WORK TO BE COMPLETED
Please reproduce the entries below exactly, omitting any images they contain.

━━━━━ DATA FOR ANALYSIS ━━━━━

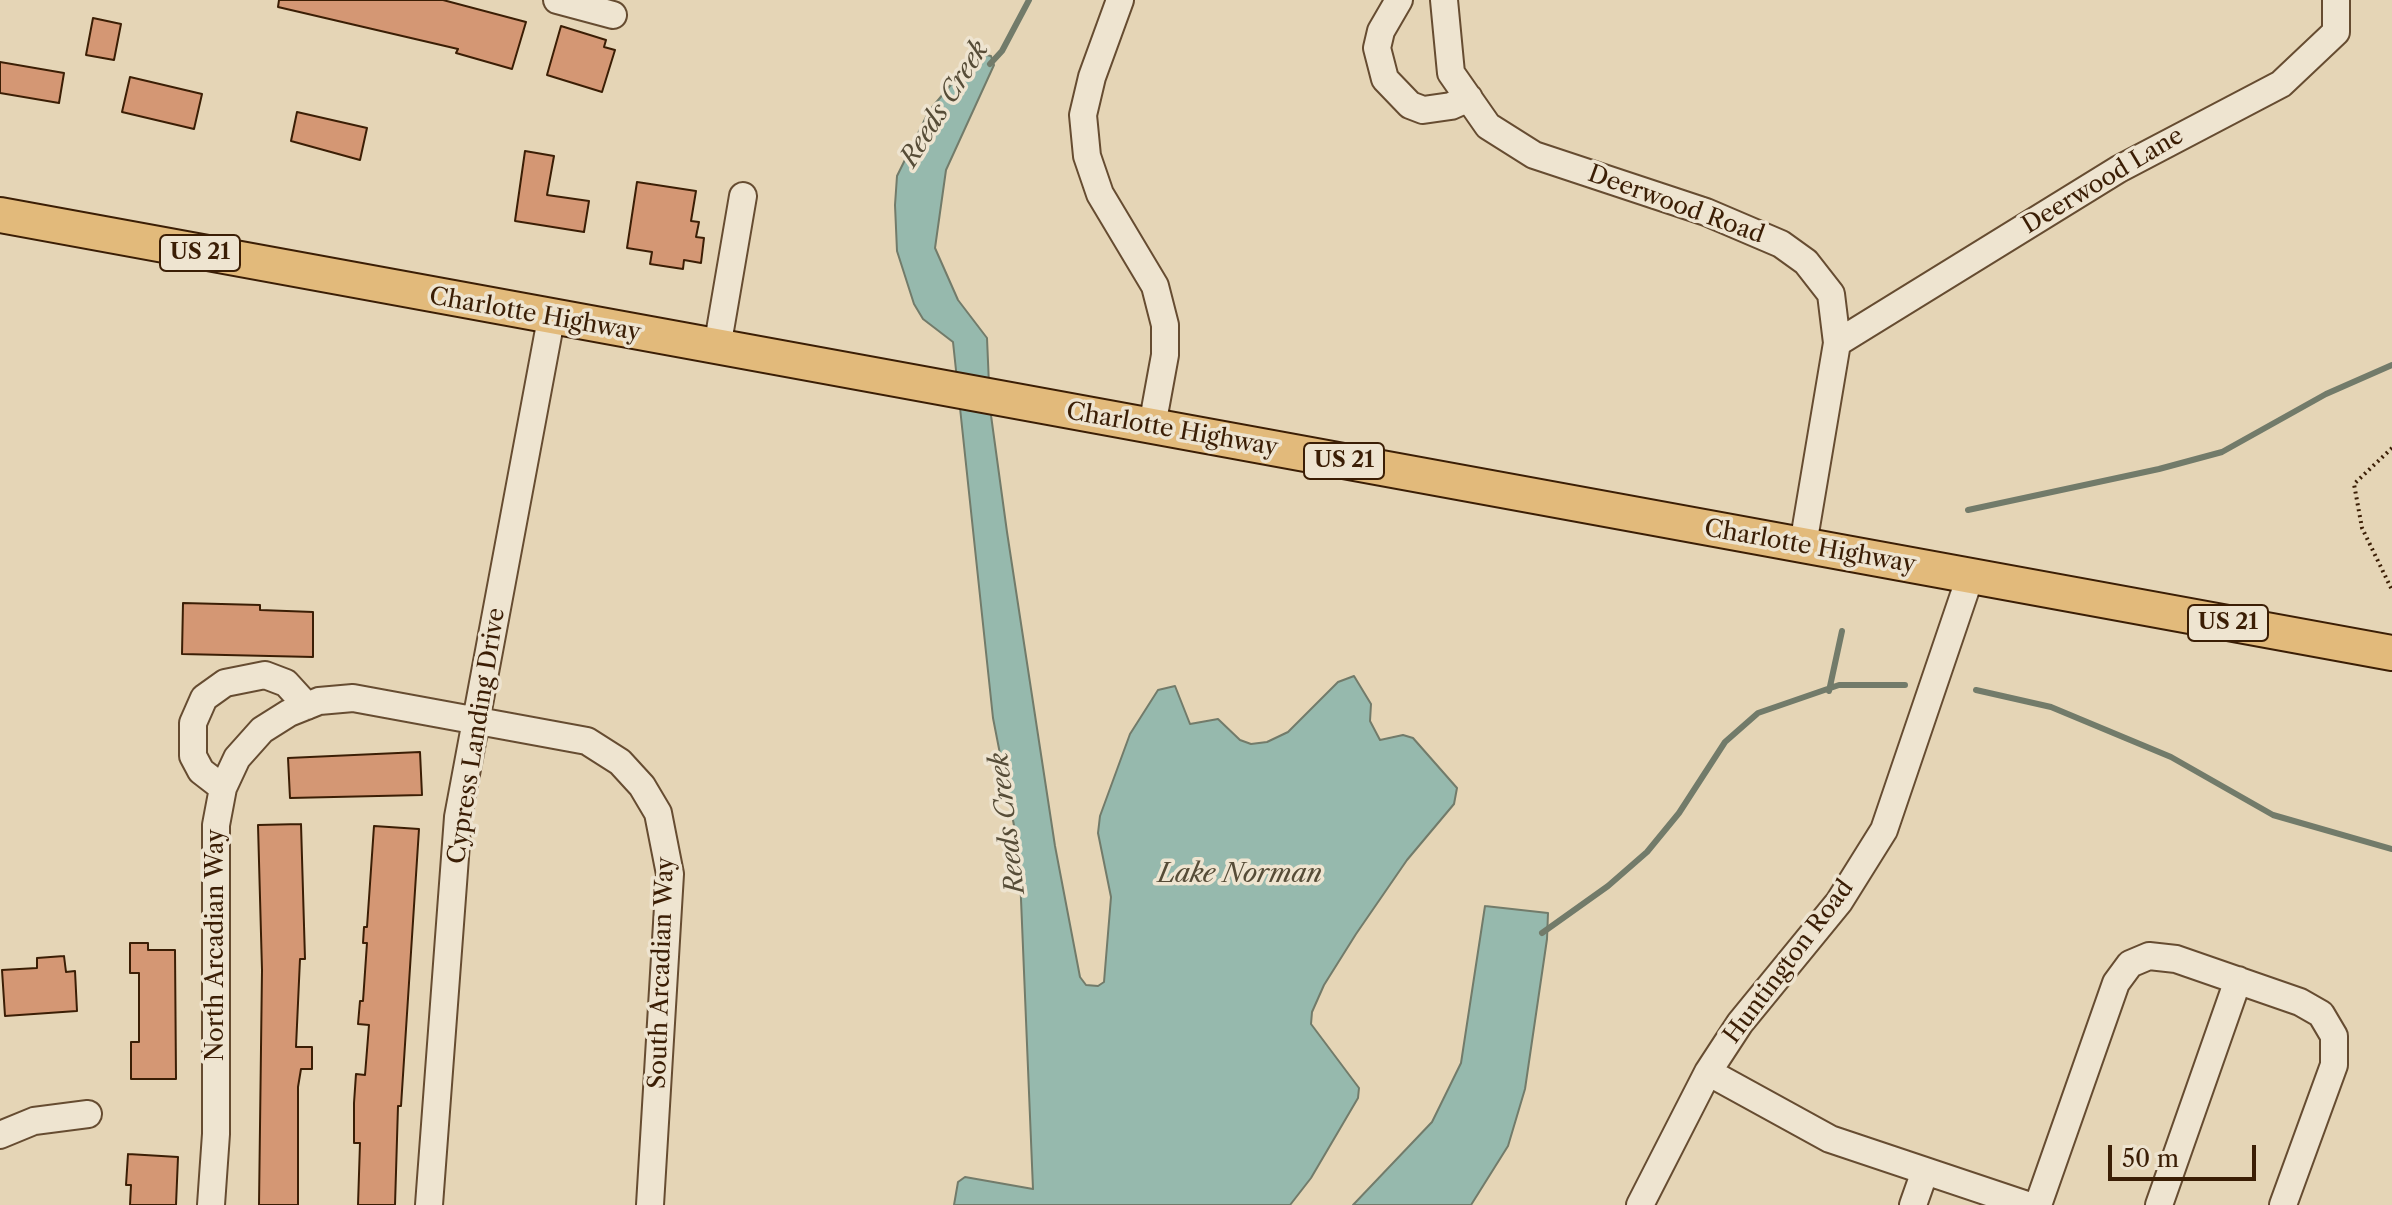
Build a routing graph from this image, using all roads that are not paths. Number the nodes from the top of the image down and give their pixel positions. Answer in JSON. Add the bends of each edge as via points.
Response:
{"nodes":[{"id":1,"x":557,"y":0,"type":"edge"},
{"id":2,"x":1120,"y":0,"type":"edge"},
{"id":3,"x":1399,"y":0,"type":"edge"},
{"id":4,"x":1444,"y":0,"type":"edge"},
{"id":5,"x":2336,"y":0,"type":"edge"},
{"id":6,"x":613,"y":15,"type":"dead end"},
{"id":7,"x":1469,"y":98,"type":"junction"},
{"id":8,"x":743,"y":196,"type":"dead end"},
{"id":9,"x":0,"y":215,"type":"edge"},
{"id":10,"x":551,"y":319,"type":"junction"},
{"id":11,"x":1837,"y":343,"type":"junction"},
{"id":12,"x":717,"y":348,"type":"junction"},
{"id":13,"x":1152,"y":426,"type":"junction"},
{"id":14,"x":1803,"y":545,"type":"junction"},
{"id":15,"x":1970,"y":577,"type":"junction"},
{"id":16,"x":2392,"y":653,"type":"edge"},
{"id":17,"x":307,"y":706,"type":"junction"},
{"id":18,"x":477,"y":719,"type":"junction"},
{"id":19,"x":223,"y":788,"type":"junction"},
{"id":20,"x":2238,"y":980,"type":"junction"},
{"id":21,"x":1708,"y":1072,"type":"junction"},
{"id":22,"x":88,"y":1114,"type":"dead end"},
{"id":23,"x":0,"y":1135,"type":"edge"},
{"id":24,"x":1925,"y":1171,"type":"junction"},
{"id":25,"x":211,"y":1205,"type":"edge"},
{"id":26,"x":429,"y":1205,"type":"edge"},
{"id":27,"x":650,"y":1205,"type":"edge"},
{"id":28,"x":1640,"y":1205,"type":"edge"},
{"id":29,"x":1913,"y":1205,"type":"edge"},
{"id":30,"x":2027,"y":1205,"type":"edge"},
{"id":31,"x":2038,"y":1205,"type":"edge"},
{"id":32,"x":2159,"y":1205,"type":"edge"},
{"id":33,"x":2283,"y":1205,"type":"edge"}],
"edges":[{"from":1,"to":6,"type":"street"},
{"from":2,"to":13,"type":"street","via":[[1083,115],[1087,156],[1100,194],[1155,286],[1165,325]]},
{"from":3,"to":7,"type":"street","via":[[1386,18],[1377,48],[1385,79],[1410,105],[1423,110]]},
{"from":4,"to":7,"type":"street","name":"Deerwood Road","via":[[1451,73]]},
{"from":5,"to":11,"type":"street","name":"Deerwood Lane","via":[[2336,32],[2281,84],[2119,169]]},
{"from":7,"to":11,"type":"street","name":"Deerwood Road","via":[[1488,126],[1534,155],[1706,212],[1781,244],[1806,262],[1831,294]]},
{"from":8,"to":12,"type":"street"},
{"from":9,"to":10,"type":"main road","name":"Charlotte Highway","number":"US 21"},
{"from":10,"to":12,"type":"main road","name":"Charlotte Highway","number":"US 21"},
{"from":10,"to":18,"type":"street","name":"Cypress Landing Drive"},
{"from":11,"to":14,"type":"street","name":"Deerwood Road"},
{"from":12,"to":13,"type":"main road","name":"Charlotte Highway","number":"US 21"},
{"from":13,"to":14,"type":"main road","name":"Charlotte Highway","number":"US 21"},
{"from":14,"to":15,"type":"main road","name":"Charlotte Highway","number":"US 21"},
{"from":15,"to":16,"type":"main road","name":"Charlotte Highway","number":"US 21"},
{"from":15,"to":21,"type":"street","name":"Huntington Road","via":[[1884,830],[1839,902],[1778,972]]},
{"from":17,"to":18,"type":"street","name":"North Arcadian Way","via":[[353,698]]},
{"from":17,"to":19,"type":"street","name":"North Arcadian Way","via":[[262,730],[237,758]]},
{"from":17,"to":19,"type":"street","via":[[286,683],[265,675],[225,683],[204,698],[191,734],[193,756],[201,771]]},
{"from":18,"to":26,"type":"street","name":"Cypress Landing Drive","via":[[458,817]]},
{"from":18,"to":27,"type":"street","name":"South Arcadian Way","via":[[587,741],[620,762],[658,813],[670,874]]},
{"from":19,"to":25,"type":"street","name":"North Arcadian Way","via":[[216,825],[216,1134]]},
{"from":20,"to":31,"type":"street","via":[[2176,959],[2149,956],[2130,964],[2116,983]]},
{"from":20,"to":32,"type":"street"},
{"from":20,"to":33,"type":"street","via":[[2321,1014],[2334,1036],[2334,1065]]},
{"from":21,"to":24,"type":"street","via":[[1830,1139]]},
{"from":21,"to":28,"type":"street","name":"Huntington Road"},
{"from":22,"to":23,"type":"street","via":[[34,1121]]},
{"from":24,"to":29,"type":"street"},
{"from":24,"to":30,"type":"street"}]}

━━━━━

OUTPUT FOR THIS EXERCISE
Build a routing graph from this image, using all roads that are not paths. Number the nodes from the top of the image down and give their pixel positions. Answer in JSON. Add the bends of each edge as via points.
Response:
{"nodes":[{"id":1,"x":557,"y":0,"type":"edge"},
{"id":2,"x":1120,"y":0,"type":"edge"},
{"id":3,"x":1399,"y":0,"type":"edge"},
{"id":4,"x":1444,"y":0,"type":"edge"},
{"id":5,"x":2336,"y":0,"type":"edge"},
{"id":6,"x":613,"y":15,"type":"dead end"},
{"id":7,"x":1469,"y":98,"type":"junction"},
{"id":8,"x":743,"y":196,"type":"dead end"},
{"id":9,"x":0,"y":215,"type":"edge"},
{"id":10,"x":551,"y":319,"type":"junction"},
{"id":11,"x":1837,"y":343,"type":"junction"},
{"id":12,"x":717,"y":348,"type":"junction"},
{"id":13,"x":1152,"y":426,"type":"junction"},
{"id":14,"x":1803,"y":545,"type":"junction"},
{"id":15,"x":1970,"y":577,"type":"junction"},
{"id":16,"x":2392,"y":653,"type":"edge"},
{"id":17,"x":307,"y":706,"type":"junction"},
{"id":18,"x":477,"y":719,"type":"junction"},
{"id":19,"x":223,"y":788,"type":"junction"},
{"id":20,"x":2238,"y":980,"type":"junction"},
{"id":21,"x":1708,"y":1072,"type":"junction"},
{"id":22,"x":88,"y":1114,"type":"dead end"},
{"id":23,"x":0,"y":1135,"type":"edge"},
{"id":24,"x":1925,"y":1171,"type":"junction"},
{"id":25,"x":211,"y":1205,"type":"edge"},
{"id":26,"x":429,"y":1205,"type":"edge"},
{"id":27,"x":650,"y":1205,"type":"edge"},
{"id":28,"x":1640,"y":1205,"type":"edge"},
{"id":29,"x":1913,"y":1205,"type":"edge"},
{"id":30,"x":2027,"y":1205,"type":"edge"},
{"id":31,"x":2038,"y":1205,"type":"edge"},
{"id":32,"x":2159,"y":1205,"type":"edge"},
{"id":33,"x":2283,"y":1205,"type":"edge"}],
"edges":[{"from":1,"to":6,"type":"street"},
{"from":2,"to":13,"type":"street","via":[[1083,115],[1087,156],[1100,194],[1155,286],[1165,325]]},
{"from":3,"to":7,"type":"street","via":[[1386,18],[1377,48],[1385,79],[1410,105],[1423,110]]},
{"from":4,"to":7,"type":"street","name":"Deerwood Road","via":[[1451,73]]},
{"from":5,"to":11,"type":"street","name":"Deerwood Lane","via":[[2336,32],[2281,84],[2119,169]]},
{"from":7,"to":11,"type":"street","name":"Deerwood Road","via":[[1488,126],[1534,155],[1706,212],[1781,244],[1806,262],[1831,294]]},
{"from":8,"to":12,"type":"street"},
{"from":9,"to":10,"type":"main road","name":"Charlotte Highway","number":"US 21"},
{"from":10,"to":12,"type":"main road","name":"Charlotte Highway","number":"US 21"},
{"from":10,"to":18,"type":"street","name":"Cypress Landing Drive"},
{"from":11,"to":14,"type":"street","name":"Deerwood Road"},
{"from":12,"to":13,"type":"main road","name":"Charlotte Highway","number":"US 21"},
{"from":13,"to":14,"type":"main road","name":"Charlotte Highway","number":"US 21"},
{"from":14,"to":15,"type":"main road","name":"Charlotte Highway","number":"US 21"},
{"from":15,"to":16,"type":"main road","name":"Charlotte Highway","number":"US 21"},
{"from":15,"to":21,"type":"street","name":"Huntington Road","via":[[1884,830],[1839,902],[1778,972]]},
{"from":17,"to":18,"type":"street","name":"North Arcadian Way","via":[[353,698]]},
{"from":17,"to":19,"type":"street","name":"North Arcadian Way","via":[[262,730],[237,758]]},
{"from":17,"to":19,"type":"street","via":[[286,683],[265,675],[225,683],[204,698],[191,734],[193,756],[201,771]]},
{"from":18,"to":26,"type":"street","name":"Cypress Landing Drive","via":[[458,817]]},
{"from":18,"to":27,"type":"street","name":"South Arcadian Way","via":[[587,741],[620,762],[658,813],[670,874]]},
{"from":19,"to":25,"type":"street","name":"North Arcadian Way","via":[[216,825],[216,1134]]},
{"from":20,"to":31,"type":"street","via":[[2176,959],[2149,956],[2130,964],[2116,983]]},
{"from":20,"to":32,"type":"street"},
{"from":20,"to":33,"type":"street","via":[[2321,1014],[2334,1036],[2334,1065]]},
{"from":21,"to":24,"type":"street","via":[[1830,1139]]},
{"from":21,"to":28,"type":"street","name":"Huntington Road"},
{"from":22,"to":23,"type":"street","via":[[34,1121]]},
{"from":24,"to":29,"type":"street"},
{"from":24,"to":30,"type":"street"}]}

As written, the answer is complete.